La Cour de cassation sur ... les limites de la veille du documentaliste juridique

Mercredi 5 octobre 2011

Veille : un arrêt de la 1ère chambre civile de la Cour de cassation du 22 septembre 2011 [1] analysé sur Le Monde du droit trace les limites du devoir de conseil de l’avocat. Et donc de la veille du documentaliste juridique (source : liste Juriconnexion).

Selon l’arrêt :

« L’exigence d’une surveillance des mesures de publicité susceptibles d’atteindre toute personne physique non commerçante dont les clients d’un avocat pouvaient être créanciers était en fait matériellement impossible. »

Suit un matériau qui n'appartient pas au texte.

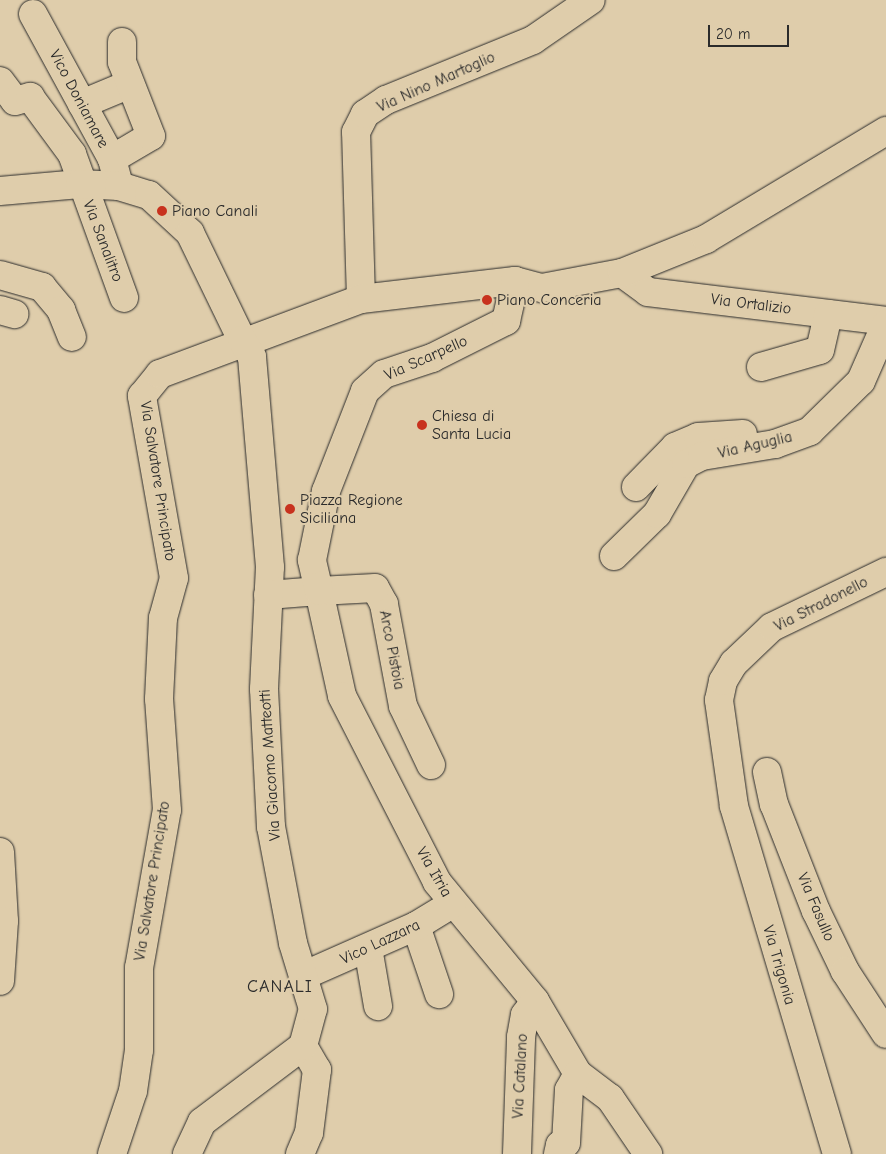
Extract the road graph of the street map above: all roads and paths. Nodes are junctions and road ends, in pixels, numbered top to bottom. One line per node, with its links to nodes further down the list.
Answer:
1 (590, 0): 16 (street, Via Nino Martoglio)
2 (33, 14): 6 (street, Vico Doniamare)
3 (122, 42): 5 (street)
4 (0, 81): 9 (street, Via Sanalitro)
5 (130, 84): 6 (street); 8 (street)
6 (82, 104): 8 (street, Vico Doniamare)
7 (886, 131): 12 (street)
8 (112, 159): 10 (street, Vico Doniamare)
9 (80, 184): 10 (street); 11 (street); 15 (street, Via Sanalitro)
10 (119, 186): 20 (street)
11 (0, 191)
12 (622, 273): 14 (street); 17 (street, Via Ortalizio)
13 (0, 275): 19 (street)
14 (515, 281): 16 (street, Via Salvatore Principato); 26 (street, Via Scarpello)
15 (124, 298)
16 (362, 299): 20 (street, Via Salvatore Principato)
17 (828, 314): 18 (street, Via Ortalizio); 21 (street)
18 (886, 323): 22 (street, Via Aguglia)
19 (72, 337)
20 (242, 340): 27 (street); 44 (street, Via Salvatore Principato)
21 (761, 367)
22 (837, 406): 23 (street); 24 (street, Via Aguglia)
23 (636, 487)
24 (614, 556)
25 (886, 572): 30 (street, Via Stradonello)
26 (319, 591): 27 (street); 28 (street, Arco Pistoia); 32 (street, Via Itria)
27 (268, 595): 35 (street, Via Giacomo Matteotti)
28 (431, 764)
29 (767, 772): 40 (street, Via Fasullo)
30 (730, 774): 49 (street, Via Trigonia)
31 (0, 852): 36 (street)
32 (452, 904): 33 (street, Vico Lazzara); 38 (street, Via Itria)
33 (416, 926): 34 (street, Vico Lazzara); 37 (street)
34 (368, 948): 35 (street, Vico Lazzara); 39 (street)
35 (306, 975): 41 (street, Via Giacomo Matteotti)
36 (0, 981)
37 (440, 994)
38 (535, 1001): 42 (street, Via Itria); 47 (street, Via Catalano)
39 (378, 1006)
40 (886, 1034)
41 (303, 1046): 45 (street); 46 (street)
42 (578, 1074): 43 (street); 48 (street, Via Itria)
43 (562, 1149)
44 (112, 1154)
45 (188, 1154)
46 (300, 1154)
47 (517, 1154)
48 (648, 1154)
49 (837, 1154)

En effet, même si Infogreffe enrichit le registre du commerce (RCS) avec les associations et les auto-entrepreneurs, même si les sociétés d’affacturage ("factoring") vendent leurs données — dont leur indice de risque —, même si bien des bases indexent les annonces légales (mais pas toutes) [2], aucune base de données dotée d’un mécanisme de veille automatisée ne répertorie ni ne suit, à ma connaissance, tous les risques.

Notes de bas de page

[1N° de pourvoi 10-23.503.

[2L’arrêt concerne l’extension du redressement judiciaire d’une SCI aux associés personnes physiques. Cette procédure concernant des particuliers, elle n’a pas à être mentionnée au RCS et ne peut, si je comprend bien, apparaître que dans un journal d’annonces légales, plus précisément un journal habilité à publier des annonces légales.